[Stored items]
[Start of Attachment]

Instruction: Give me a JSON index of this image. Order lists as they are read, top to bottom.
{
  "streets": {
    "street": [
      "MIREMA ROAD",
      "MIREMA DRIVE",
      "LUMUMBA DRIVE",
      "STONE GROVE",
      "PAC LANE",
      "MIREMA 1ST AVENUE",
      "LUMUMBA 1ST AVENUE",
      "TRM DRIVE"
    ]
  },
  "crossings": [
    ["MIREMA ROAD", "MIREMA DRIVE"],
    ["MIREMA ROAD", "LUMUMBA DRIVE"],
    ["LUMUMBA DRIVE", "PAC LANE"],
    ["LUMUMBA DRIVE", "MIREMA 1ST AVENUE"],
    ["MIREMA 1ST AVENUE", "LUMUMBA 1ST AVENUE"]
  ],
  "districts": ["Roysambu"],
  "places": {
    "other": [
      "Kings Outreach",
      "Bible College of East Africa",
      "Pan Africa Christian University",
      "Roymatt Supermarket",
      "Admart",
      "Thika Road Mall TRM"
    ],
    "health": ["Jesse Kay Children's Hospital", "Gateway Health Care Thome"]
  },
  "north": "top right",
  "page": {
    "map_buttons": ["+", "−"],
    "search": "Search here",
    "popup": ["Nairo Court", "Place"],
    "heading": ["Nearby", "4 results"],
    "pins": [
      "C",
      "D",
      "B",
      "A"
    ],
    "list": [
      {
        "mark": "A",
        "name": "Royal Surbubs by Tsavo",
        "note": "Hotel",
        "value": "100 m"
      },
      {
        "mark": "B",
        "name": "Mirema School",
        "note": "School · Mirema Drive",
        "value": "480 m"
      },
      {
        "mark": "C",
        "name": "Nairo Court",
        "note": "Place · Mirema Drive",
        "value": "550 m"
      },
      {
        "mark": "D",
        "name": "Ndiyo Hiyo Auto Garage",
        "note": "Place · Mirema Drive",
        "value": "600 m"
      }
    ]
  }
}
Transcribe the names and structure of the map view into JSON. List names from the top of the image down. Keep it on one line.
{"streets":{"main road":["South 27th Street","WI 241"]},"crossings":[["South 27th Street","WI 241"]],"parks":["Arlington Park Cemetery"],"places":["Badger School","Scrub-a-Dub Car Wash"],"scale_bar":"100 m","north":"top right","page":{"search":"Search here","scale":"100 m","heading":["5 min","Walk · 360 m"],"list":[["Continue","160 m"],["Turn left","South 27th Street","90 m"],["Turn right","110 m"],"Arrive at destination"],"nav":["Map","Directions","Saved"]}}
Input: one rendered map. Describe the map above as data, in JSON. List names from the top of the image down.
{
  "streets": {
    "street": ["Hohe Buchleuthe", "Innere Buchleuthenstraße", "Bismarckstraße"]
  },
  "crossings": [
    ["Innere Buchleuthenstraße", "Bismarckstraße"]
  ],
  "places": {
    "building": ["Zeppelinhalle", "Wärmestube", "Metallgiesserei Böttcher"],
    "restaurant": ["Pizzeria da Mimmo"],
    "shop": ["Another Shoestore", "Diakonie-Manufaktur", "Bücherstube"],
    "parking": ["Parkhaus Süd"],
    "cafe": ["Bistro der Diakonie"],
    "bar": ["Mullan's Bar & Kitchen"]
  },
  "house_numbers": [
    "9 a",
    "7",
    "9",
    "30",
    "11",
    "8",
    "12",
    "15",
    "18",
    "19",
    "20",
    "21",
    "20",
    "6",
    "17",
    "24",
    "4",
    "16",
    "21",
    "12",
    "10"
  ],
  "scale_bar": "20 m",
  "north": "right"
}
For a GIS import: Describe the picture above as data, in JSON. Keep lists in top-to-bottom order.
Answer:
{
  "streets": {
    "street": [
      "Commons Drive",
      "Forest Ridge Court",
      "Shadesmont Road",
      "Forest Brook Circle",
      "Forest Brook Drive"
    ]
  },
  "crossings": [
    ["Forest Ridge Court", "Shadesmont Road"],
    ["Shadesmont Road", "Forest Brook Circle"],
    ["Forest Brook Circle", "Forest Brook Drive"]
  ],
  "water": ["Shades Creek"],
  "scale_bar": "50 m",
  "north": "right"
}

[End of Attachment]

▶ _WHAT THE TASK ASKS_
Would you please reproduce the entries above word for word?

▶ _RESPONSE BELOW_
Instruction: Give me a JSON index of this image. Order lists as they are read, top to bottom.
{
  "streets": {
    "street": [
      "MIREMA ROAD",
      "MIREMA DRIVE",
      "LUMUMBA DRIVE",
      "STONE GROVE",
      "PAC LANE",
      "MIREMA 1ST AVENUE",
      "LUMUMBA 1ST AVENUE",
      "TRM DRIVE"
    ]
  },
  "crossings": [
    ["MIREMA ROAD", "MIREMA DRIVE"],
    ["MIREMA ROAD", "LUMUMBA DRIVE"],
    ["LUMUMBA DRIVE", "PAC LANE"],
    ["LUMUMBA DRIVE", "MIREMA 1ST AVENUE"],
    ["MIREMA 1ST AVENUE", "LUMUMBA 1ST AVENUE"]
  ],
  "districts": ["Roysambu"],
  "places": {
    "other": [
      "Kings Outreach",
      "Bible College of East Africa",
      "Pan Africa Christian University",
      "Roymatt Supermarket",
      "Admart",
      "Thika Road Mall TRM"
    ],
    "health": ["Jesse Kay Children's Hospital", "Gateway Health Care Thome"]
  },
  "north": "top right",
  "page": {
    "map_buttons": ["+", "−"],
    "search": "Search here",
    "popup": ["Nairo Court", "Place"],
    "heading": ["Nearby", "4 results"],
    "pins": [
      "C",
      "D",
      "B",
      "A"
    ],
    "list": [
      {
        "mark": "A",
        "name": "Royal Surbubs by Tsavo",
        "note": "Hotel",
        "value": "100 m"
      },
      {
        "mark": "B",
        "name": "Mirema School",
        "note": "School · Mirema Drive",
        "value": "480 m"
      },
      {
        "mark": "C",
        "name": "Nairo Court",
        "note": "Place · Mirema Drive",
        "value": "550 m"
      },
      {
        "mark": "D",
        "name": "Ndiyo Hiyo Auto Garage",
        "note": "Place · Mirema Drive",
        "value": "600 m"
      }
    ]
  }
}
Transcribe the names and structure of the map view into JSON. List names from the top of the image down. Keep it on one line.
{"streets":{"main road":["South 27th Street","WI 241"]},"crossings":[["South 27th Street","WI 241"]],"parks":["Arlington Park Cemetery"],"places":["Badger School","Scrub-a-Dub Car Wash"],"scale_bar":"100 m","north":"top right","page":{"search":"Search here","scale":"100 m","heading":["5 min","Walk · 360 m"],"list":[["Continue","160 m"],["Turn left","South 27th Street","90 m"],["Turn right","110 m"],"Arrive at destination"],"nav":["Map","Directions","Saved"]}}
Input: one rendered map. Describe the map above as data, in JSON. List names from the top of the image down.
{
  "streets": {
    "street": ["Hohe Buchleuthe", "Innere Buchleuthenstraße", "Bismarckstraße"]
  },
  "crossings": [
    ["Innere Buchleuthenstraße", "Bismarckstraße"]
  ],
  "places": {
    "building": ["Zeppelinhalle", "Wärmestube", "Metallgiesserei Böttcher"],
    "restaurant": ["Pizzeria da Mimmo"],
    "shop": ["Another Shoestore", "Diakonie-Manufaktur", "Bücherstube"],
    "parking": ["Parkhaus Süd"],
    "cafe": ["Bistro der Diakonie"],
    "bar": ["Mullan's Bar & Kitchen"]
  },
  "house_numbers": [
    "9 a",
    "7",
    "9",
    "30",
    "11",
    "8",
    "12",
    "15",
    "18",
    "19",
    "20",
    "21",
    "20",
    "6",
    "17",
    "24",
    "4",
    "16",
    "21",
    "12",
    "10"
  ],
  "scale_bar": "20 m",
  "north": "right"
}
For a GIS import: Describe the picture above as data, in JSON. Keep lists in top-to-bottom order.
Answer:
{
  "streets": {
    "street": [
      "Commons Drive",
      "Forest Ridge Court",
      "Shadesmont Road",
      "Forest Brook Circle",
      "Forest Brook Drive"
    ]
  },
  "crossings": [
    ["Forest Ridge Court", "Shadesmont Road"],
    ["Shadesmont Road", "Forest Brook Circle"],
    ["Forest Brook Circle", "Forest Brook Drive"]
  ],
  "water": ["Shades Creek"],
  "scale_bar": "50 m",
  "north": "right"
}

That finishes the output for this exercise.